Hutton v. Lockridge

Decision Date29 September 1883
Citation22 W.Va. 159
PartiesHUTTON et als. v. LOCKRIDGE et als.
CourtWest Virginia Supreme Court

Submitted Jan. 18, 1881.

SNYDER JUDGE, Absent.[a1]

1. In a suit brought by judgment-creditors against the judgment-debtor and other judgment and trust creditors, to obtain satisfaction of their several judgments by a sale of the lands owned by said debtor, and the cause has been properly referred to a commissioner to ascertain and report the several liens thereon, and their respective priorities and also to ascertain and report the lands owned by said debtor, chargeable therewith, and where such commissioner has made and returned such report and no error appears upon the face thereof, it will be presumed by the Court, that the character, amounts and priorities of the several liens, as well as the lands owned by the judgment-debtor chargeable therewith, are correctly set forth therein " except in so far only, as and as to such parts thereof, as may be objected to by proper exceptions taken thereto before the hearing" of the cause. (p. 176.)

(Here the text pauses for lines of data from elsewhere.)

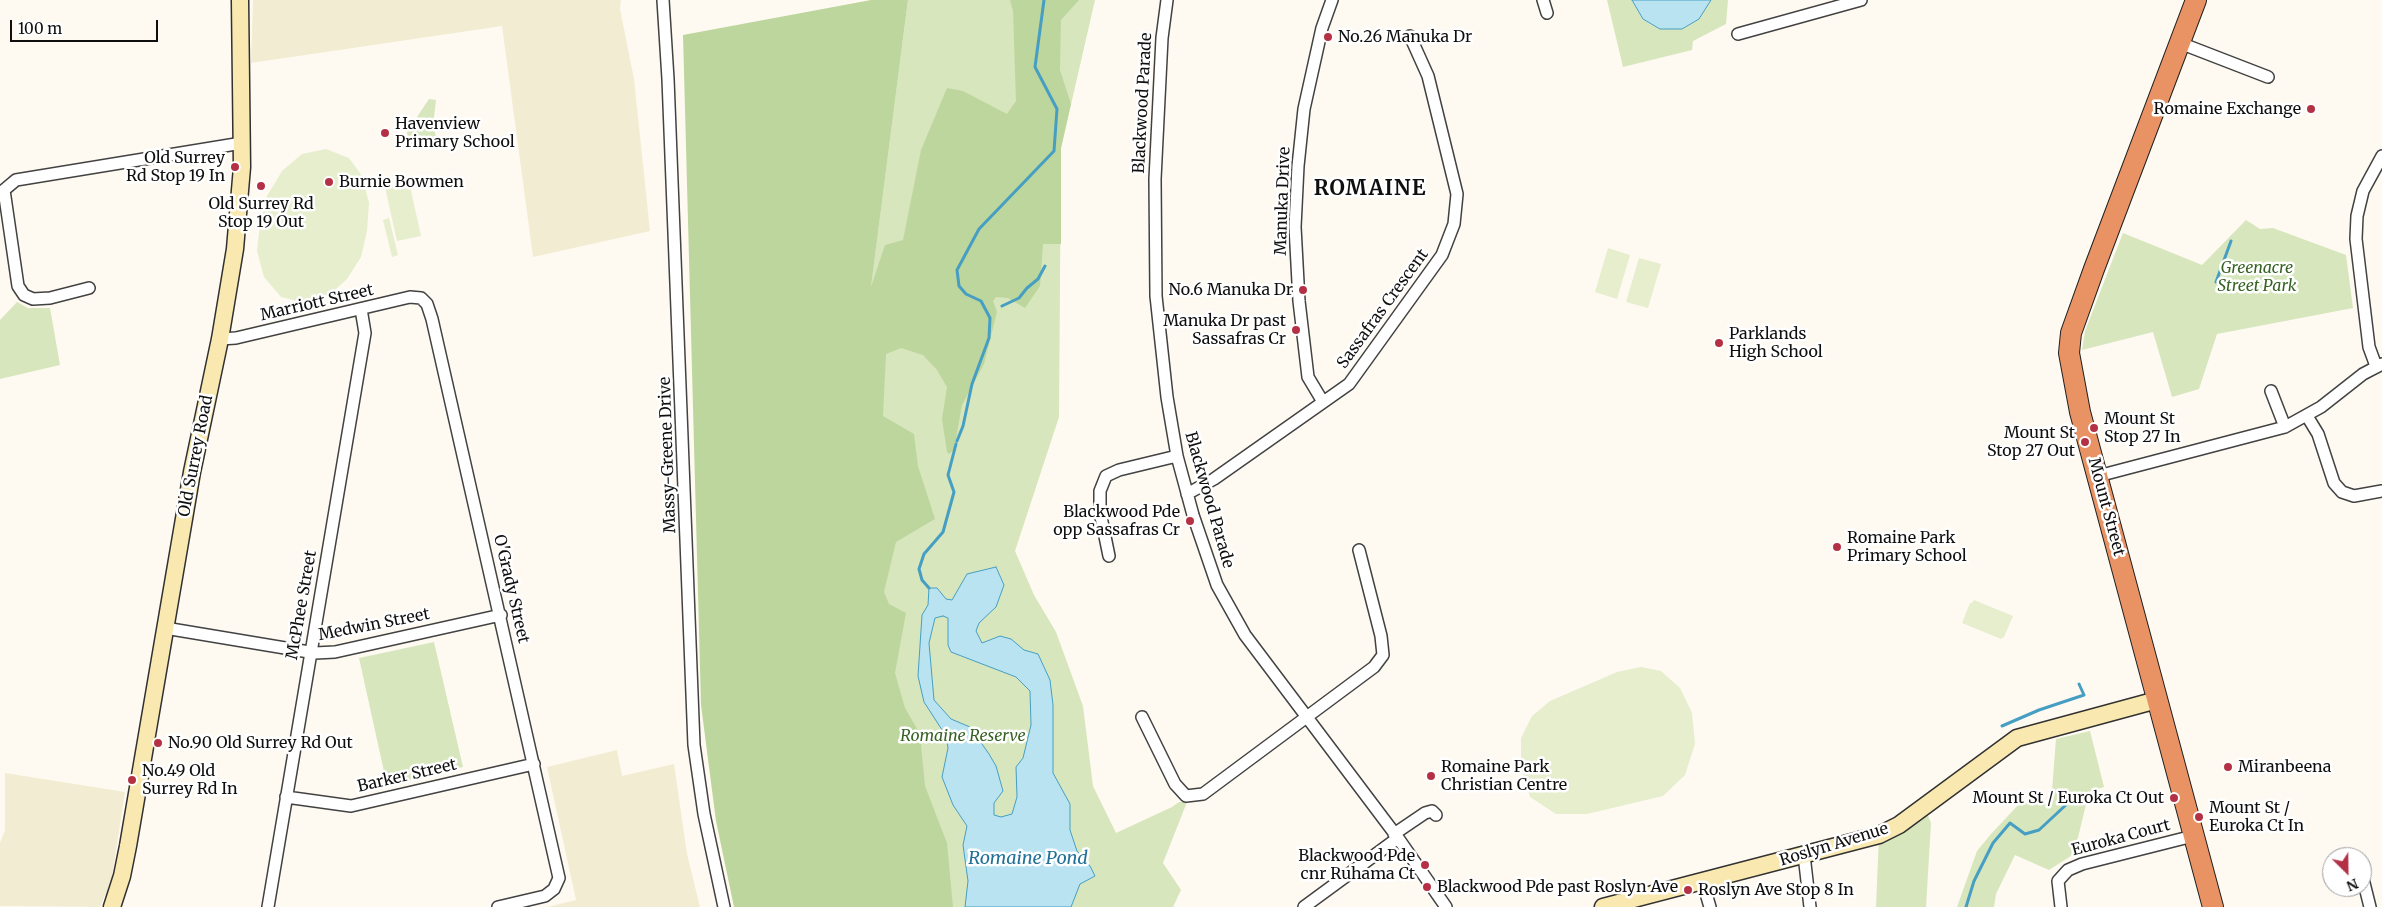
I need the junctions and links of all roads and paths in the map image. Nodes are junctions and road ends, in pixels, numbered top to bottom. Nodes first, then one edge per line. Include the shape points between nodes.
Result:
1 (240, 0) edge
2 (663, 0) edge
3 (1167, 0) edge
4 (1332, 0) edge
5 (1543, 0) edge
6 (1861, 0) edge
7 (2196, 0) edge
8 (1547, 13) dead end
9 (1738, 34) dead end
10 (1410, 36) dead end
11 (2180, 43) junction
12 (2268, 77) dead end
13 (242, 143) junction
14 (2382, 156) edge
15 (89, 288) dead end
16 (421, 298) joint
17 (361, 309) junction
18 (220, 339) junction
19 (2379, 365) edge
20 (2271, 391) dead end
21 (1323, 402) junction
22 (2307, 416) junction
23 (2285, 427) junction
24 (1177, 456) junction
25 (2098, 476) junction
26 (2382, 491) edge
27 (1187, 494) junction
28 (1359, 550) dead end
29 (1109, 556) dead end
30 (500, 615) junction
31 (165, 628) junction
32 (311, 653) junction
33 (2157, 700) junction
34 (1142, 717) dead end
35 (1307, 718) junction
36 (534, 764) junction
37 (286, 797) junction
38 (1436, 815) dead end
39 (1396, 836) junction
40 (2194, 836) junction
41 (1804, 855) junction
42 (1702, 880) junction
43 (115, 907) edge
44 (268, 907) edge
45 (498, 907) edge
46 (724, 907) edge
47 (1304, 907) edge
48 (1446, 907) edge
49 (1603, 907) edge
50 (1710, 907) edge
51 (1810, 907) edge
52 (2061, 907) edge
53 (2213, 907) edge

1 - 13 main road, Old Surrey Road
2 - 46 street, Massy-Greene Drive via 694,745 704,814
3 - 24 street, Blackwood Parade via 1162,38 1154,246 1160,344
4 - 21 street, Manuka Drive via 1318,44 1304,109 1295,227 1308,378
5 - 8 street
6 - 9 street
7 - 11 highway, Mount Street
10 - 21 street, Sassafras Crescent via 1428,76 1440,120 1457,194 1454,224 1442,255 1372,354 1349,384
11 - 12 street
11 - 25 highway, Mount Street via 2071,333 2069,353 2073,383
13 - 15 street via 16,180 4,190 18,286 24,295 33,299 50,298
13 - 18 main road, Old Surrey Road via 240,206
14 - 19 street via 2363,191 2356,239 2369,347
16 - 17 street, Marriott Street via 410,297
16 - 30 street, O'Grady Street via 427,304 432,319
17 - 18 street, Marriott Street
17 - 32 street, McPhee Street via 365,333
18 - 31 main road, Old Surrey Road via 192,472
19 - 22 street
20 - 23 street
21 - 27 street, Sassafras Crescent via 1214,479
22 - 23 street
22 - 26 street via 2318,434 2334,483 2342,492 2354,496
23 - 25 street
24 - 27 street, Blackwood Parade
24 - 29 street via 1106,476 1100,491 1100,512
25 - 33 highway, Mount Street
27 - 35 street, Blackwood Parade via 1209,564 1227,605 1245,635
28 - 35 street via 1381,636 1382,655 1374,667
30 - 32 street, Medwin Street via 335,652
30 - 36 street, O'Grady Street
31 - 32 street, Medwin Street
31 - 43 main road, Old Surrey Road
32 - 37 street, McPhee Street
33 - 40 highway, Mount Street
33 - 41 main road, Roslyn Avenue via 2017,738 1899,825 1879,835
34 - 35 street via 1175,784 1186,796 1203,794
35 - 39 street, Blackwood Parade
36 - 37 street, Barker Street via 351,806
36 - 45 street, O'Grady Street via 559,878 554,889 545,896
37 - 44 street, McPhee Street
38 - 39 street via 1432,811 1425,813
39 - 47 street
39 - 48 street, Blackwood Parade
40 - 52 street, Euroka Court via 2068,870 2058,881
40 - 53 highway, Mount Street
41 - 42 main road, Roslyn Avenue
41 - 51 street
42 - 49 main road, Roslyn Avenue
42 - 50 street

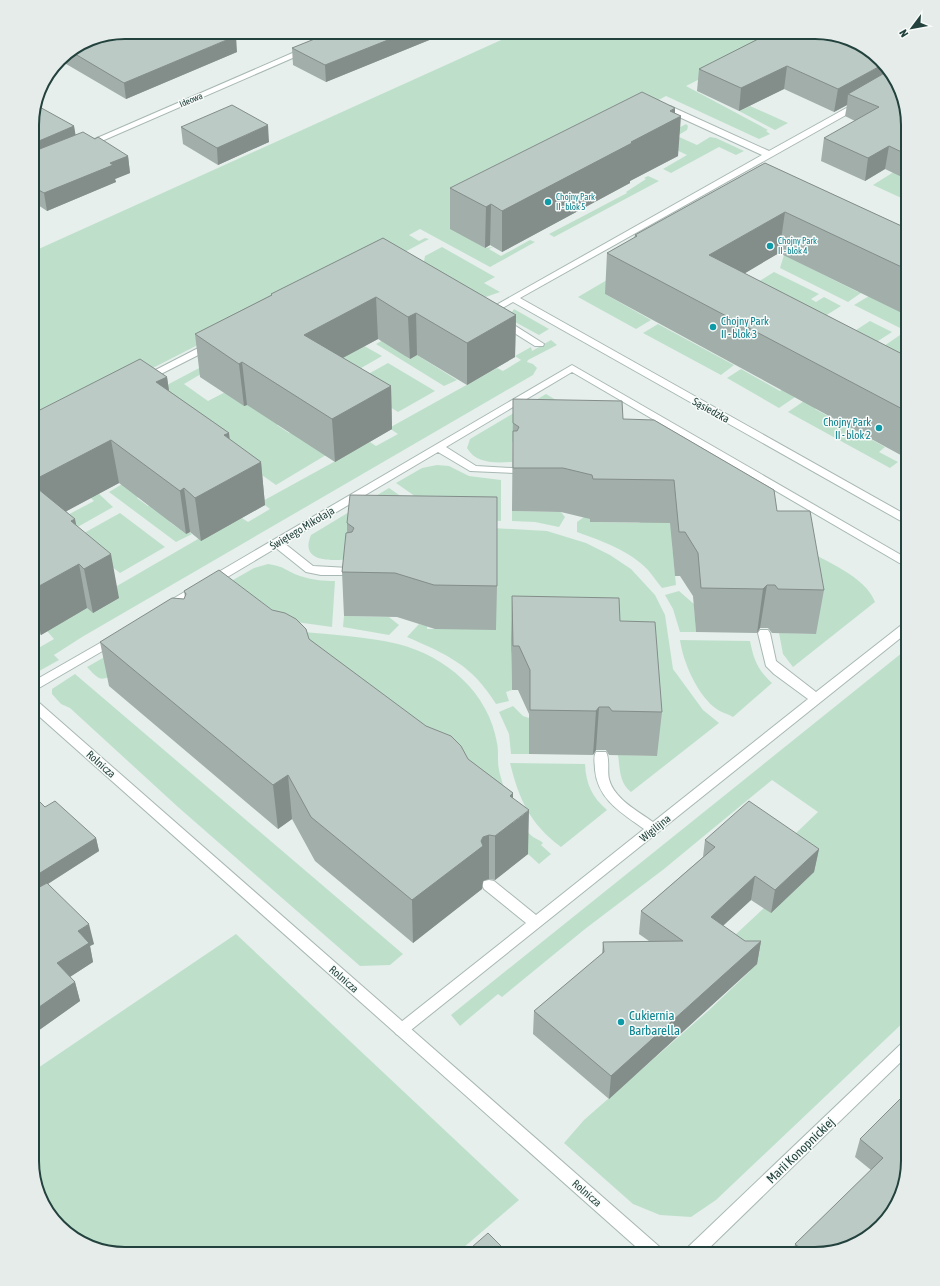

2. The judgment debtor having been the owner of a large tract of land, charged with a lien of one thousand dollars in favor of his children payable at his death; and having at different times aliened the same to three different vendees, and to indemnify his second alienee against any loss by reason of said lien upon the portion of said land, having conveyed to a trustee another tract of land; and the commissioner to whom the cause was referred, having failed to report the amount of said lien, and whether the said three several parcels of said land are chargeable, ratably with said lien, or whether same will be first chargeable upon the parcel last aliened, or whether any part thereof will be chargeable on the land conveyed in the trust to indemnify said second alienee; and the court having thereupon decreed that the said land so conveyed in trust " " " be sold subject to the lien created thereon by said deed of trust. " HELD:

I. That the said lien of one thousand dollars is chargeable upon the parcels of land so aliened, in the inverse order of said alienations, and that the parcels last sold, are first liable.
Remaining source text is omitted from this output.